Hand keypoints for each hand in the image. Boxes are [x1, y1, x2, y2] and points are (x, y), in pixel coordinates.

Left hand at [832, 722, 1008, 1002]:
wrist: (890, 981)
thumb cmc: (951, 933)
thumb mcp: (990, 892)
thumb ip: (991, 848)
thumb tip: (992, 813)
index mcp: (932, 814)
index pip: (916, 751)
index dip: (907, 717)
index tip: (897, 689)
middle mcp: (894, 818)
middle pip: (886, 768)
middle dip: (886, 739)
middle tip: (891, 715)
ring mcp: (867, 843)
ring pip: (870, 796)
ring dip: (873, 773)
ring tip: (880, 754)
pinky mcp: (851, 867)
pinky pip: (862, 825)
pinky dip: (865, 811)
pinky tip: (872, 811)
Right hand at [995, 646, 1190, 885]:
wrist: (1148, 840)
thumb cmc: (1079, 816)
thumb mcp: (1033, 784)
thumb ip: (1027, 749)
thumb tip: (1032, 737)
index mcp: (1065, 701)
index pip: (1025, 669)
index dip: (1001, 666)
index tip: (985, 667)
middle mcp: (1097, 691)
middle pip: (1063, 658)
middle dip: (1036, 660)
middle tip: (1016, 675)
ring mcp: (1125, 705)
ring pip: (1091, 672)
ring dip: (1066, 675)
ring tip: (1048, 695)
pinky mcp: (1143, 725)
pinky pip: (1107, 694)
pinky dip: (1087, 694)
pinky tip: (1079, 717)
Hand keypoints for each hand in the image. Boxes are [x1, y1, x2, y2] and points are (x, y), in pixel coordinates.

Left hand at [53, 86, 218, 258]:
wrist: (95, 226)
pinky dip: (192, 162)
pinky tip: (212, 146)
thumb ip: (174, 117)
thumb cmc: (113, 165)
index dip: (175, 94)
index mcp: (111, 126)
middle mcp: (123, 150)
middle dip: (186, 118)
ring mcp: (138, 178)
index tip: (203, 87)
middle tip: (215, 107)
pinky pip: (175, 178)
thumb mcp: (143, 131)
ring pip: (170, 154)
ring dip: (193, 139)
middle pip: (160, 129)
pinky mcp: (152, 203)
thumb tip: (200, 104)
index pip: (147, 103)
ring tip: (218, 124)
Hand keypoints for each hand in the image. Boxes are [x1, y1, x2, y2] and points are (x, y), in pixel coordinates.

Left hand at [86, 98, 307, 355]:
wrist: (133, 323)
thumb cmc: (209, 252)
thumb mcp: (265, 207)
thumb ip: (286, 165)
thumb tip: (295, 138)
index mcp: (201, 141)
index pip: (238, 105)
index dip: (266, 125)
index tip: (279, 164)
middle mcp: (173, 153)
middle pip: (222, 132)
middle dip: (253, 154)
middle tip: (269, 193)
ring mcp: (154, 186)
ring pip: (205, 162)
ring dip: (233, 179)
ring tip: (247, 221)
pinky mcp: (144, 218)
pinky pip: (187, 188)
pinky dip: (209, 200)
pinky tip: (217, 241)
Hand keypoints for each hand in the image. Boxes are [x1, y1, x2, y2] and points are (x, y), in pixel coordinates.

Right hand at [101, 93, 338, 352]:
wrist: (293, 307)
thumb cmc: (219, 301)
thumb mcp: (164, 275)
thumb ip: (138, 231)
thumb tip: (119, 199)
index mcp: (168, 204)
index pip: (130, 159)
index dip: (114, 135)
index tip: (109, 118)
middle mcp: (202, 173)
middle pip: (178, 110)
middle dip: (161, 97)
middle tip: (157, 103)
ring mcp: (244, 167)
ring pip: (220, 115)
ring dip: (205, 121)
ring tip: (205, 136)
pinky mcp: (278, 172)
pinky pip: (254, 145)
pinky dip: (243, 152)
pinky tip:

To do:
Copy every entry exactly. Leave nothing out.

Answer to this task:
Hand keypoints for each hand in the image. Boxes are [x1, y1, x2, y2] and points are (x, y), in pixel coordinates.

Left hand at [832, 722, 1008, 1002]:
wrist: (890, 981)
thumb cmc: (951, 933)
thumb mcp: (990, 892)
thumb ip: (991, 848)
thumb tip: (992, 813)
index mcp: (932, 814)
index pip: (916, 751)
index dip: (907, 717)
index tip: (897, 689)
middle mcp: (894, 818)
middle pip: (886, 768)
middle dip: (886, 739)
middle tip: (891, 715)
ring mcp: (867, 843)
ring pip: (870, 796)
ring dip: (873, 773)
ring tip: (880, 754)
pinky mcp: (851, 867)
pinky pip: (862, 825)
pinky dip: (865, 811)
pinky tip: (872, 811)
Right hand at [995, 646, 1190, 885]:
wrist: (1148, 840)
thumb cmc: (1079, 816)
thumb mcp: (1033, 784)
thumb ip: (1027, 749)
thumb tip: (1032, 737)
index mcp: (1065, 701)
index pip: (1025, 669)
index dip: (1001, 666)
index tip: (985, 667)
middle mcp: (1097, 691)
middle pip: (1063, 658)
middle dip: (1036, 660)
middle tip: (1016, 675)
ring mcp: (1125, 705)
ring pip: (1091, 672)
ring dip: (1066, 675)
ring tip: (1048, 695)
pinky mcp: (1143, 725)
pinky pip: (1107, 694)
pinky dip: (1087, 694)
pinky tip: (1079, 717)
Hand keypoints for each hand in the image. Boxes are [x1, y1, x2, y2] and points are (x, y), in pixel coordinates.

Left hand at [53, 86, 218, 258]:
wrist: (95, 226)
pinky dip: (192, 162)
pinky tip: (212, 146)
thumb ip: (174, 117)
thumb cmc: (113, 165)
index dip: (175, 94)
index mcp: (111, 126)
middle mcp: (123, 150)
middle dip: (186, 118)
ring mcp: (138, 178)
index tip: (203, 87)
middle tip: (215, 107)
pinky pip: (175, 178)
thumb mcp: (143, 131)
ring pip: (170, 154)
ring dip: (193, 139)
middle pip: (160, 129)
pinky mcp: (152, 203)
thumb tip: (200, 104)
index pip: (147, 103)
ring tip: (218, 124)
Hand keypoints for each hand in the image. Boxes are [x1, y1, x2, y2] and points are (x, y), in pixel coordinates.

Left hand at [86, 98, 307, 355]:
wrist: (133, 323)
thumb cmc: (209, 252)
thumb mcp: (265, 207)
thumb ip: (286, 165)
thumb tip: (295, 138)
index mcp: (201, 141)
index pip: (238, 105)
index dip: (266, 125)
index tip: (279, 164)
middle mcp: (173, 153)
middle pip: (222, 132)
middle dip: (253, 154)
middle tip: (269, 193)
ring mcp: (154, 186)
ring pip: (205, 162)
ring dip: (233, 179)
ring tip: (247, 221)
pinky mcp: (144, 218)
pinky pip: (187, 188)
pinky dip: (209, 200)
pinky tip: (217, 241)
Hand keypoints for each hand in the image. Boxes are [x1, y1, x2, y2] and points are (x, y), in pixel coordinates.

Right hand at [101, 93, 338, 352]:
wrist: (293, 307)
thumb cmc: (219, 301)
thumb mcp: (164, 275)
thumb ip: (138, 231)
thumb tip: (119, 199)
index mcp: (168, 204)
index pip: (130, 159)
index dip: (114, 135)
index tip: (109, 118)
middle mcp: (202, 173)
middle pip: (178, 110)
middle dip: (161, 97)
middle tip: (157, 103)
ring mcp: (244, 167)
ring pip: (220, 115)
ring dip: (205, 121)
ring tip: (205, 136)
pinky mcp: (278, 172)
pinky pip: (254, 145)
pinky dip: (243, 152)
pinky tip:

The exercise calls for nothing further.